Vaconautas da legumopista como os viajantes interplanetários que observam de longe o envelhecimento daqueles que continuam submetidos às leis do tempo terrestre, o que vamos descobrir ao entrar num ritmo de feijões e camelos depois de tantas viagens de avião e trem-bala?
(Para fins didáticos.) Ato único: a referida moça no Passa ou Repassa. Gugu: "Qual o plural de qualquer?" E quando o Gugu jogou chicletes do Garfield, me joguei em cima de uma câmera pra pegar.
René e eu não nos víamos há pelo menos seis anos, e nunca vou entender por que de repente ele ficou com tanta vontade de nos encontrar na autopista que devia percorrer em viagem para casa, no Gard. Poderíamos ter nos encontrado cem vezes em Paris, mas os cronópios são assim mesmo e de repente René ficou a fim de se meter em todos os parkings, um atrás do outro, até me encontrar.
A well-directed imagination is the source of great deeds. Pule aqui quantas casas quiser (contanto que seja uma quantia ímpar e divisível) ou apenas siga em frente, deixando um rastro fosforecente feito lesma de bigodes.

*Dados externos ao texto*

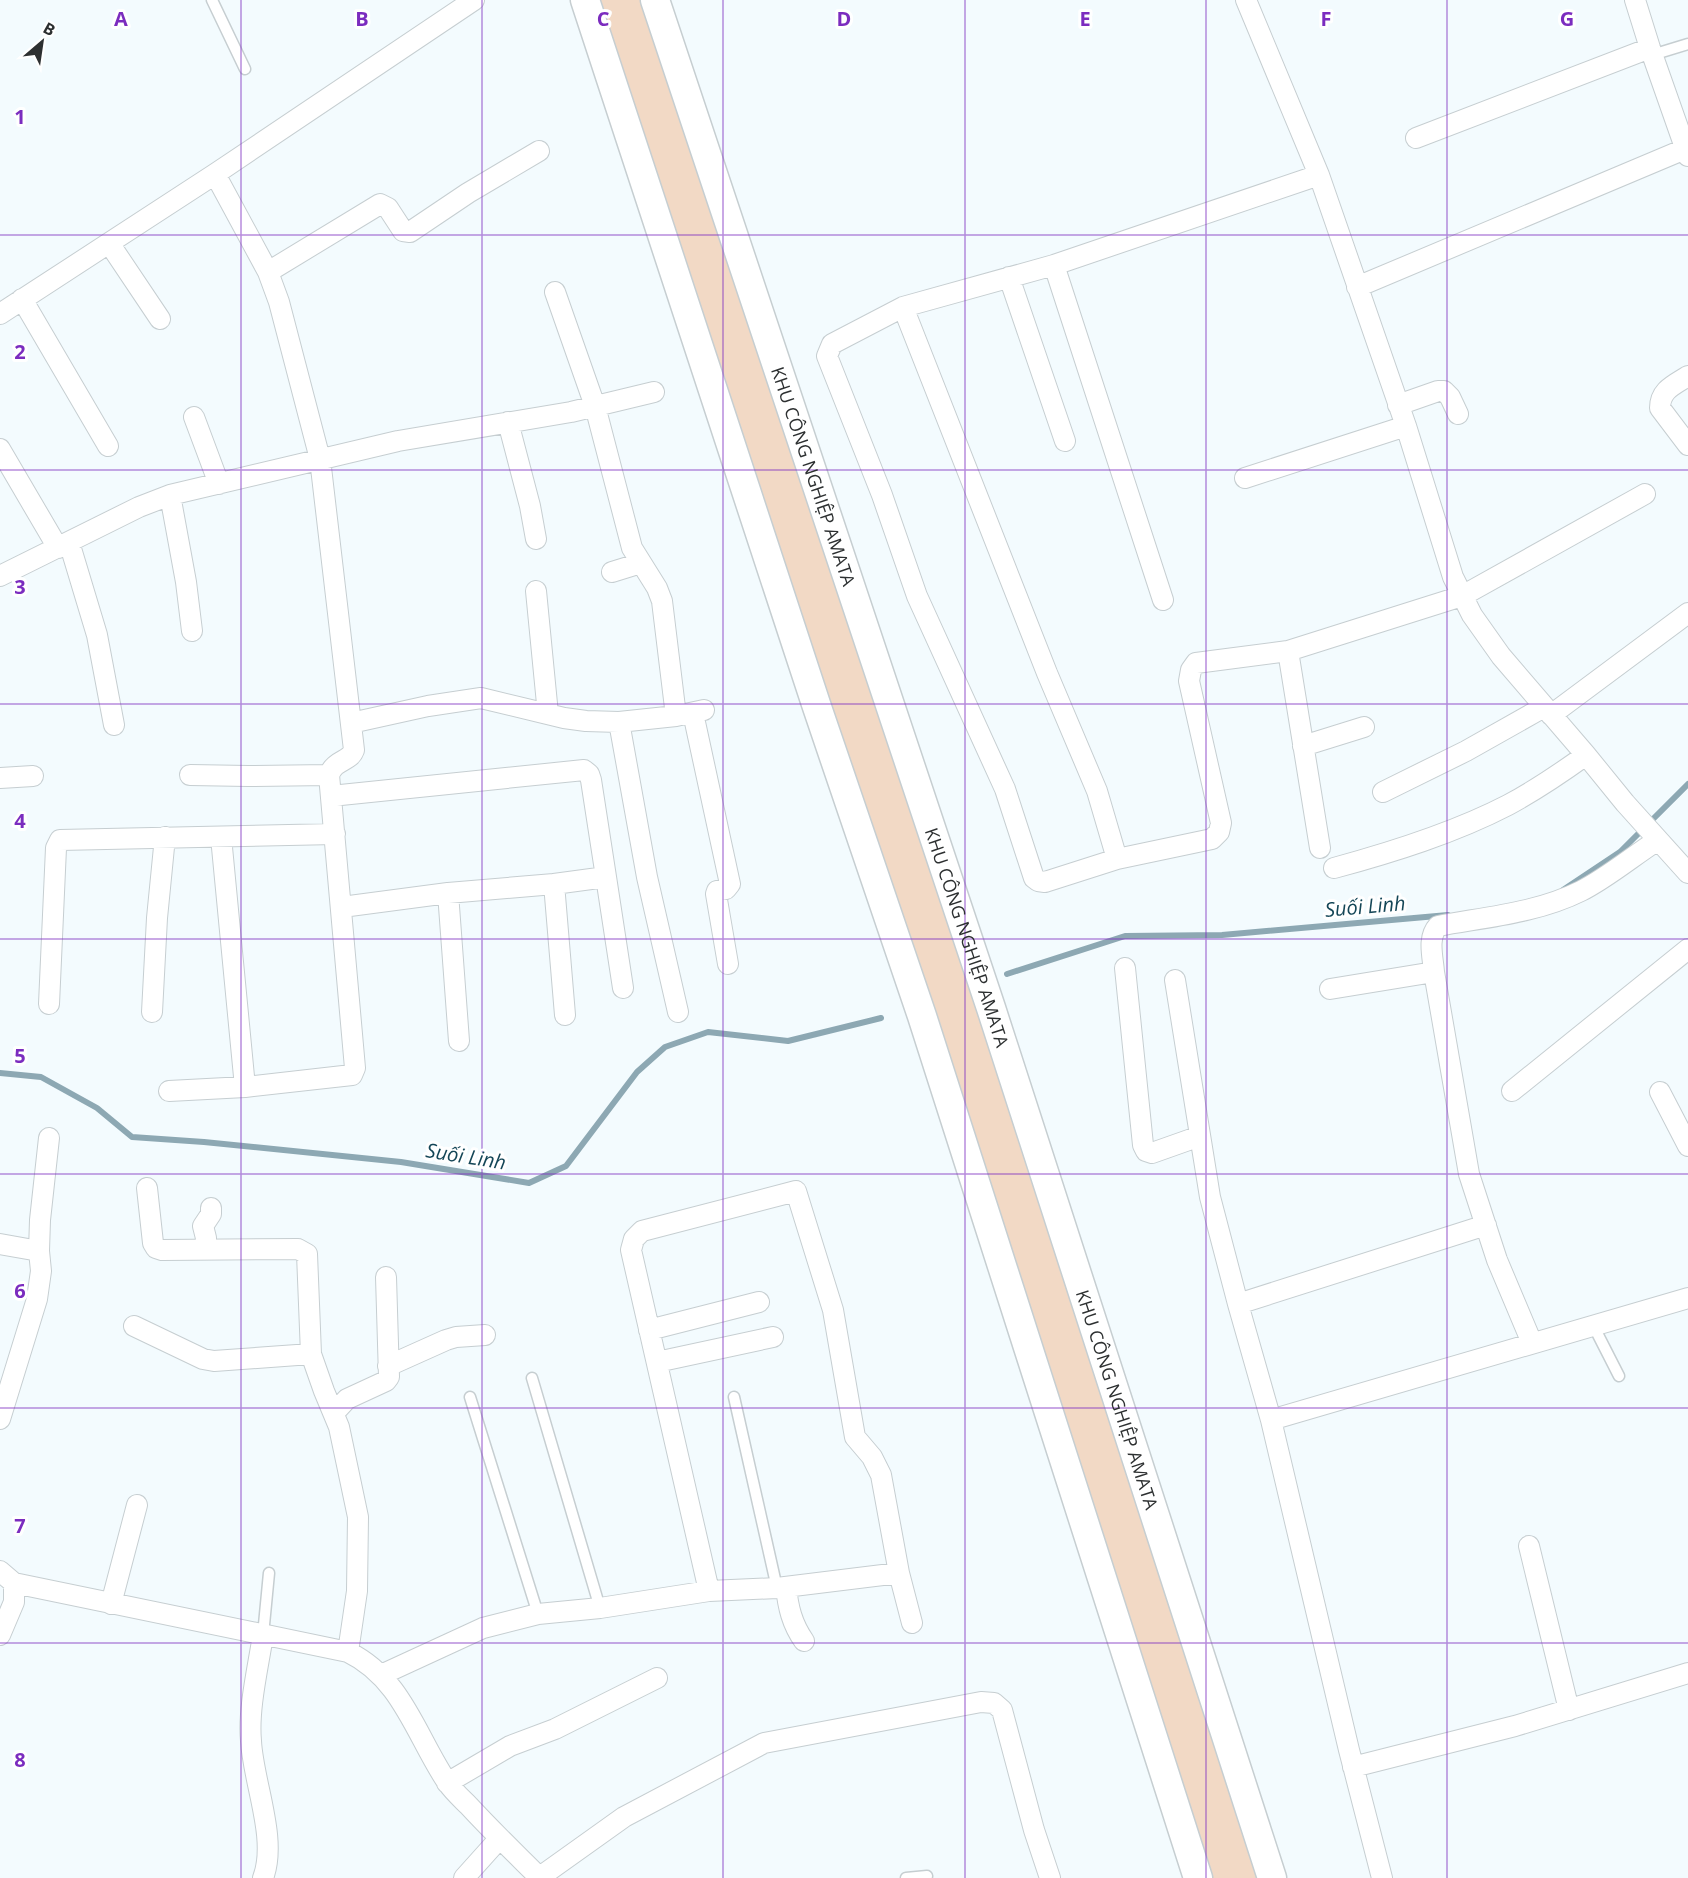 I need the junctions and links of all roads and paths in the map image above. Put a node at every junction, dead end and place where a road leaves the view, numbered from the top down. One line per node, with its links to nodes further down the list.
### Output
1 (212, 0): 9 (lane)
2 (474, 0): 13 (street)
3 (585, 0): 154 (street)
4 (655, 0): 155 (street, KHU CÔNG NGHIỆP AMATA)
5 (1246, 0): 14 (street)
6 (1635, 0): 8 (street)
7 (1688, 44): 8 (lane)
8 (1651, 52): 10 (street); 12 (street)
9 (244, 69)
10 (1416, 138)
11 (539, 151): 17 (street)
12 (1687, 152): 19 (street)
13 (215, 174): 15 (street); 17 (street)
14 (1318, 175): 16 (street); 19 (street)
15 (109, 243): 21 (street); 24 (street)
16 (1054, 265): 18 (street); 50 (street)
17 (268, 272): 37 (street)
18 (1009, 278): 22 (street); 33 (street)
19 (1357, 287): 27 (street)
20 (555, 292): 28 (street)
21 (22, 299): 23 (street); 35 (street)
22 (903, 307): 74 (street); 74 (street)
23 (0, 314)
24 (160, 319)
25 (1688, 376): 34 (street)
26 (654, 392): 28 (street)
27 (1398, 405): 29 (street); 32 (street)
28 (595, 406): 31 (street); 45 (street)
29 (1458, 414)
30 (194, 417): 40 (street)
31 (503, 424): 37 (street); 38 (street); 43 (street)
32 (1406, 426): 39 (street); 49 (street)
33 (1065, 441)
34 (1688, 445)
35 (108, 446)
36 (0, 449): 44 (street)
37 (320, 459): 40 (street); 58 (street)
38 (508, 474)
39 (1245, 478)
40 (219, 484): 42 (street)
41 (1645, 494): 49 (street)
42 (170, 495): 44 (street); 52 (street)
43 (536, 539)
44 (63, 545): 47 (street); 59 (street)
45 (641, 563): 46 (street); 55 (street)
46 (612, 572)
47 (0, 576)
48 (536, 591): 56 (street)
49 (1462, 596): 53 (street); 54 (street)
50 (1163, 600)
51 (1688, 613): 54 (street)
52 (192, 631)
53 (1288, 651): 61 (street); 74 (street)
54 (1548, 711): 62 (street); 67 (street)
55 (691, 713): 57 (street); 82 (street)
56 (548, 714): 57 (street); 58 (street)
57 (619, 722): 90 (street)
58 (351, 723): 64 (street)
59 (114, 725)
60 (1364, 727): 61 (street)
61 (1303, 746): 73 (street)
62 (1586, 755): 72 (street); 75 (street)
63 (190, 775): 64 (street)
64 (329, 775): 68 (street)
65 (33, 776): 66 (street)
66 (0, 777)
67 (1383, 792)
68 (331, 796): 69 (street); 77 (street)
69 (335, 834): 71 (street); 80 (street)
70 (165, 837): 71 (street); 88 (street); 89 (street)
71 (221, 837): 93 (street)
72 (1658, 840): 76 (street); 84 (street)
73 (1320, 848)
74 (1117, 859)
75 (1334, 868)
76 (1688, 873)
77 (606, 877): 78 (street); 86 (street)
78 (554, 884): 79 (street); 91 (street)
79 (448, 893): 80 (street); 92 (street)
80 (342, 906): 93 (street)
81 (1688, 949): 95 (street)
82 (728, 964)
83 (1125, 968): 97 (street)
84 (1434, 972): 87 (street); 102 (street)
85 (1175, 980): 97 (street)
86 (623, 988)
87 (1330, 989)
88 (50, 1004)
89 (152, 1012)
90 (678, 1012)
91 (565, 1016)
92 (459, 1041)
93 (245, 1087): 94 (street)
94 (170, 1090)
95 (1512, 1091)
96 (1660, 1092): 99 (street)
97 (1200, 1136): 109 (street)
98 (49, 1138): 105 (street)
99 (1688, 1146)
100 (147, 1188): 104 (street)
101 (211, 1208): 104 (street)
102 (1486, 1225): 109 (street); 115 (street)
103 (0, 1244): 105 (street)
104 (205, 1250): 116 (street)
105 (39, 1251): 124 (street)
106 (386, 1277): 118 (street)
107 (1688, 1298): 110 (street)
108 (759, 1302): 112 (street)
109 (1238, 1305): 125 (street)
110 (1593, 1325): 115 (street); 119 (lane)
111 (134, 1326): 116 (street)
112 (649, 1330): 117 (street); 129 (street)
113 (485, 1335): 118 (street)
114 (773, 1337): 117 (street)
115 (1532, 1343): 125 (street)
116 (311, 1354): 123 (street)
117 (657, 1362): 132 (street)
118 (388, 1366): 123 (street)
119 (1619, 1376)
120 (532, 1378): 134 (lane)
121 (470, 1397): 135 (lane)
122 (734, 1397): 131 (lane)
123 (334, 1413): 140 (street)
124 (0, 1419)
125 (1271, 1420): 145 (street)
126 (137, 1505): 133 (street)
127 (1529, 1546): 144 (street)
128 (269, 1573): 138 (lane)
129 (899, 1573): 131 (street); 136 (street)
130 (7, 1577): 133 (street); 137 (street)
131 (781, 1588): 132 (street); 139 (street)
132 (709, 1591): 134 (street)
133 (111, 1604): 138 (street)
134 (600, 1608): 135 (street)
135 (538, 1614): 142 (street)
136 (912, 1623)
137 (0, 1635)
138 (263, 1635): 140 (street); 149 (street)
139 (804, 1641)
140 (348, 1652): 142 (street)
141 (1688, 1673): 144 (street)
142 (381, 1675): 146 (street)
143 (657, 1678): 146 (street)
144 (1569, 1710): 145 (street)
145 (1353, 1767): 156 (street)
146 (447, 1783): 147 (street)
147 (499, 1839): 150 (street); 151 (street)
148 (927, 1876): 152 (lane)
149 (263, 1878)
150 (464, 1878)
151 (540, 1878): 153 (street)
152 (906, 1878)
153 (1050, 1878)
154 (1198, 1878)
155 (1272, 1878)
156 (1382, 1878)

[prólogo, para compreensão do leitor médio: Certo dia comprei um livro num sebo virtual e ele veio cheio de inscrições bizarras de uma certa "Maria Solange Corrêa de Barros Oliveira". A equilibrada senhora sublinhou TODAS as linhas do livro e escreveu em TODAS as páginas mensagens como: "et tenho dito. Assim seja. Amém". Fiquei até orgulhosa. Mas sempre alguém tem uma história pior.] A Solange Albuquerque Moreira Pinto Penteado é muito mais interessante que a ex-dona do livro que eu comprei pela Amazon. O livro só não podia ser considerado novo porque na primeira página havia um nome escrito com cuidado e em letras femininas: "Jeniffer Whatever". Que gracinha, pensei comigo, vou entrar em contato. E assim fiz, fui ao Google e achei a moça. Mora em Nebraska e é jogadora de basquete da universidade do estado. Fiquei ainda mais encantado. Bonitona, alta, com interesses em economia (o livro!). Descobri o e-mail da Jeniffer através da técnica do time. Passei três dias lapidando meu texto de página e meia, tudo parecia perfeito. Mandei. Um dia, nada. Dois dias, sem resposta. No terceiro dia, abri meu e-mail e, emocionado, vi que a moça tinha respondido. Cliquei na mensagem e li sem mover os olhos tudo o que ela tinha escrito: "that's cool!". A Pinto Penteado deve ser muito mais divertida.
Esta casa não existe. Favor avisar as autoridades competentes.
Observação científica: no acostamento vimos uma lesma cor de terracota que enfiava a cabeça numa garrafa de cerveja vazia no chão. Esta noite, depois de prudentemente estacionar Fafner num terreno livre de impurezas, fizemos um chucrute. Logo depois notamos uma lesma, da mesma cor, que se aproximava de nosso carro.
Siga até a 12 se quiser ficar nesta casa para sempre (o que, pensando bem, é um paradoxo), e até a 13 para erguer um brunoscópio e espiar o final.
...Cinco minutos mais tarde, toda a superfície do terreno à frente de Fafner estava coberta de lesmas que avançavam rumo ao nosso jantar. Relacionando o primeiro caso com a experiência de hoje, somos obrigados a concluir que as lesmas têm origem alemã. (Procurar imagens de lesmas, seu nome em latim etc.)
Pense no máximo de coisas que puder em cinqüenta segundos (quarenta e nove, quarenta e oito, quarenta e sete) e chame mais feijões para a casa seguinte.
Giustiniana estava radiosa em sua capa de brocado. Descia com muito cálculo a escadaria do palácio do conde, e um ventilador estrategicamente instalado na nuca do cavalheiro da frente fazia com que suas longas madeixas ruivas balouçassem ao sabor do vento. Como dissemos, ela descia a escada languidamente. Lá embaixo, à luz de um portentoso lustre de pingentes, o príncipe Andrea se rejubilava com a beleza primaveril da dama e mascava uns canapés de pato. De súbito, ouve-se dos aposentos da rainha um grito de horror. Andrea, o príncipe, ignora a turba de aristocratas que corre em círculos apenas para tumultuar o palazzo e alcança a porta dos aposentos da rainha. A porta do quarto está trancada. O rei chama Vossa Majestade e não obtém resposta. Giustiniana está em prantos e preocupada com o rímel. Andrea grita: “Abrai! Abrai! Arrombarei a porta se em minutos dois não abrirdes!” Com um vigoroso chute, ele derruba a entrada. O corpo da rainha jaz inerte no tapete, próximo à biblioteca. Giustiniana desmaia num gracioso rodopio. O rei não demonstra surpresa, contorna o cadáver e decide apanhar um livro melhor (este aqui o aborrece imensamente).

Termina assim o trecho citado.